═════ DATASET EXTRACT

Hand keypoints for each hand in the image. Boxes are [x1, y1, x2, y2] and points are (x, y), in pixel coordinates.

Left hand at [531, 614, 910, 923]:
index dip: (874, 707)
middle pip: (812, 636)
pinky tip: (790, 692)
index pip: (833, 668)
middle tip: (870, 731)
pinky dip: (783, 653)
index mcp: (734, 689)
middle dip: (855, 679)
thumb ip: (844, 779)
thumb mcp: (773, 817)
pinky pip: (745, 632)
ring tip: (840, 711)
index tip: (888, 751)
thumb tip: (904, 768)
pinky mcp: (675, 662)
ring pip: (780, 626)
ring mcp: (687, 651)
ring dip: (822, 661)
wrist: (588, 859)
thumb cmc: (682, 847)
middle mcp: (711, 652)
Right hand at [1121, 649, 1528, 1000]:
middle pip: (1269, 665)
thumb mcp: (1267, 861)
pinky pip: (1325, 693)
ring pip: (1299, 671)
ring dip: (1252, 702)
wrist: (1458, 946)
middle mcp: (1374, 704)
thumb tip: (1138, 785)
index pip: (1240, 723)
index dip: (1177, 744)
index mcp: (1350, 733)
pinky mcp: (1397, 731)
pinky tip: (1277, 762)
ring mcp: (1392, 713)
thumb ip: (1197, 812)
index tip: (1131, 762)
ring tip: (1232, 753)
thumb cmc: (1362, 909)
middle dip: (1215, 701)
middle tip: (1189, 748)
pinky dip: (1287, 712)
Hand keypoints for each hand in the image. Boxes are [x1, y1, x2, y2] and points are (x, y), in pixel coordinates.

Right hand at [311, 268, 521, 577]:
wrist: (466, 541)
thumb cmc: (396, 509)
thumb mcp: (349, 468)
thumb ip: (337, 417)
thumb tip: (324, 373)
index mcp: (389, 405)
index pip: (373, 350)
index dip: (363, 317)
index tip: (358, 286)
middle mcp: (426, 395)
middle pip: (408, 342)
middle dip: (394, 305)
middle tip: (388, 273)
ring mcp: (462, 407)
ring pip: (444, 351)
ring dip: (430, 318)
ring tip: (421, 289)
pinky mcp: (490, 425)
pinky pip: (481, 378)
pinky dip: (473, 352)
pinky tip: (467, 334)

══════════
═════ DATASET EXTRACT

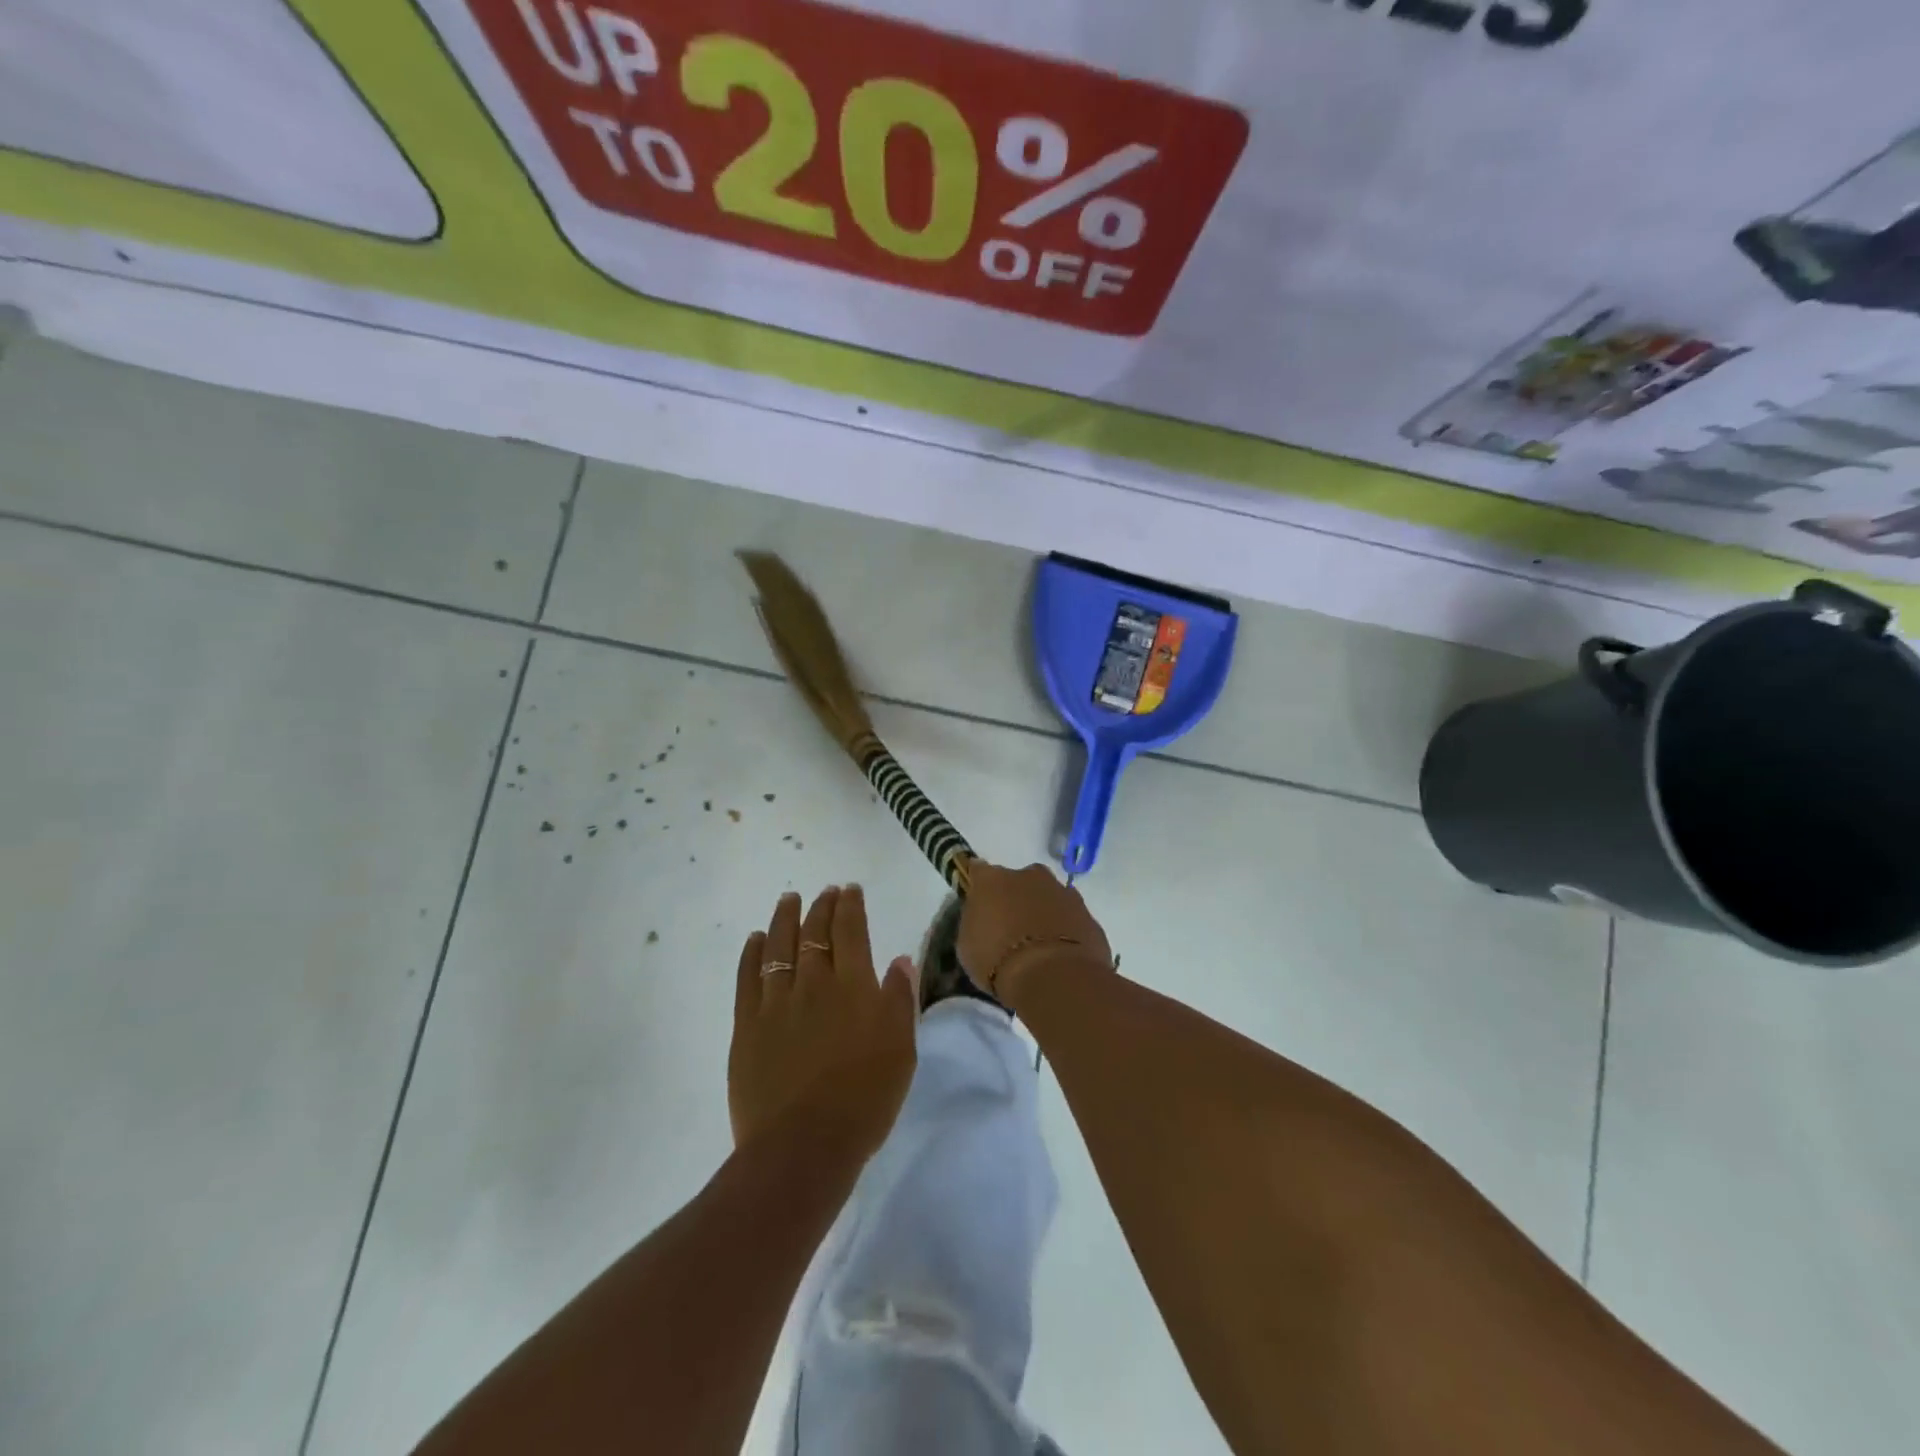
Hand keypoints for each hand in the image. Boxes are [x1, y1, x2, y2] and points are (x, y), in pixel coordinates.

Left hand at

══════════
═════ DATASET EXTRACT

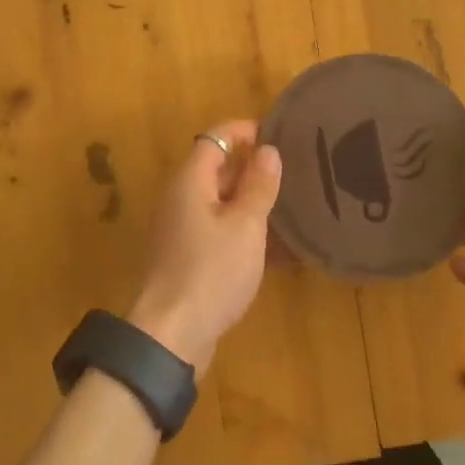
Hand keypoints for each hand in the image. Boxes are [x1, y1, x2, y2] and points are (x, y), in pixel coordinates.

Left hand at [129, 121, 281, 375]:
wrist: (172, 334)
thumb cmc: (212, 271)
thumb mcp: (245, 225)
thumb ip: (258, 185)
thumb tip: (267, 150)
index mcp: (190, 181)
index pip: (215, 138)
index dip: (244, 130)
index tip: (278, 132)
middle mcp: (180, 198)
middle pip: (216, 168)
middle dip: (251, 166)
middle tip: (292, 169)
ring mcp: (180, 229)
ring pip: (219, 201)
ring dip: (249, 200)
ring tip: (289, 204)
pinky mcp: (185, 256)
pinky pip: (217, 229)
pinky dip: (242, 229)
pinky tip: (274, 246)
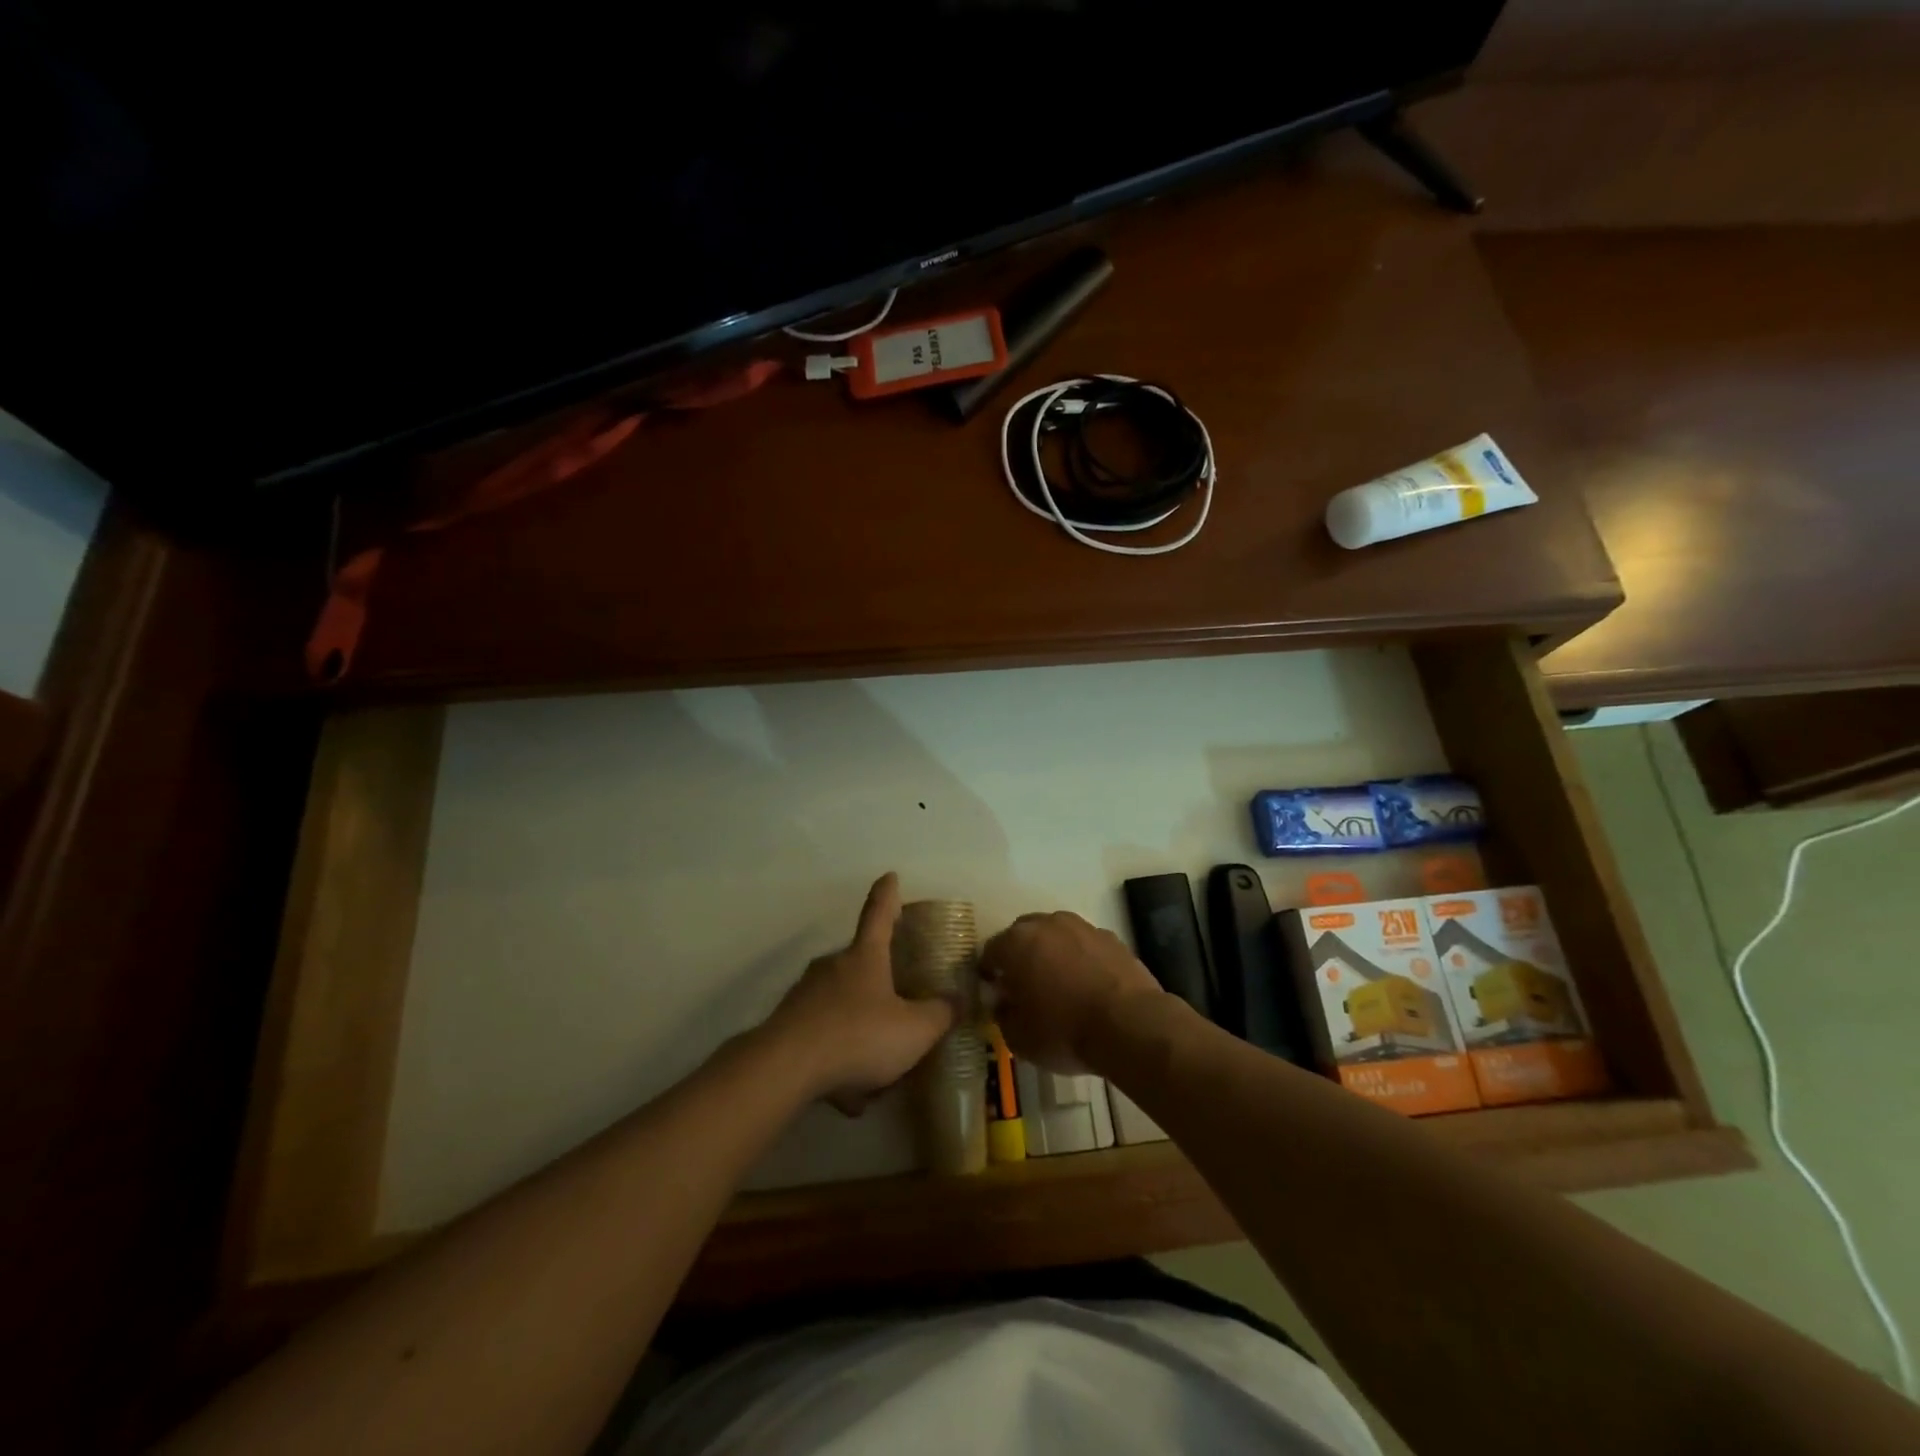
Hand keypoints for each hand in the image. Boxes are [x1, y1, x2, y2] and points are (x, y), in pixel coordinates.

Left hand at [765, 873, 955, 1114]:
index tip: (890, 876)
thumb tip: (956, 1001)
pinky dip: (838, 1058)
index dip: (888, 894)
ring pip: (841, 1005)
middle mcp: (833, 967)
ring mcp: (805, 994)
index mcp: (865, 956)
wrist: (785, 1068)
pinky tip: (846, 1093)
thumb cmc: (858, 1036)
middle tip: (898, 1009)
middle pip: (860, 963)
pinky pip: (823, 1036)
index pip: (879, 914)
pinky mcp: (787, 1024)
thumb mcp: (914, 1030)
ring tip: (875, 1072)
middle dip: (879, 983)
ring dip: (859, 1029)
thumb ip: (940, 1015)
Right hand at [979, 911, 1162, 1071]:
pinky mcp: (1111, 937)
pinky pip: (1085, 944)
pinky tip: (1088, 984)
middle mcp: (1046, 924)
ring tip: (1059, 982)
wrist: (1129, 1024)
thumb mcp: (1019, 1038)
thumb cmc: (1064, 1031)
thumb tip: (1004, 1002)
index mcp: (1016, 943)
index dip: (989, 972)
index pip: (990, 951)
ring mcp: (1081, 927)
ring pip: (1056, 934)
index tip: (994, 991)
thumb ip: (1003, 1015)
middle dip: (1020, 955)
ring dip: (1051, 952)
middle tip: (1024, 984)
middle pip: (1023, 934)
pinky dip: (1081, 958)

══════════

» WHAT YOU NEED TO DO:
Copy each line from the data that features the string "wrist".

» SOLUTION:
wrist: (588, 859)
wrist: (1458, 946)
wrist: (466, 541)
wrist: (172, 334)
wrist: (785, 1068)
wrist: (1129, 1024)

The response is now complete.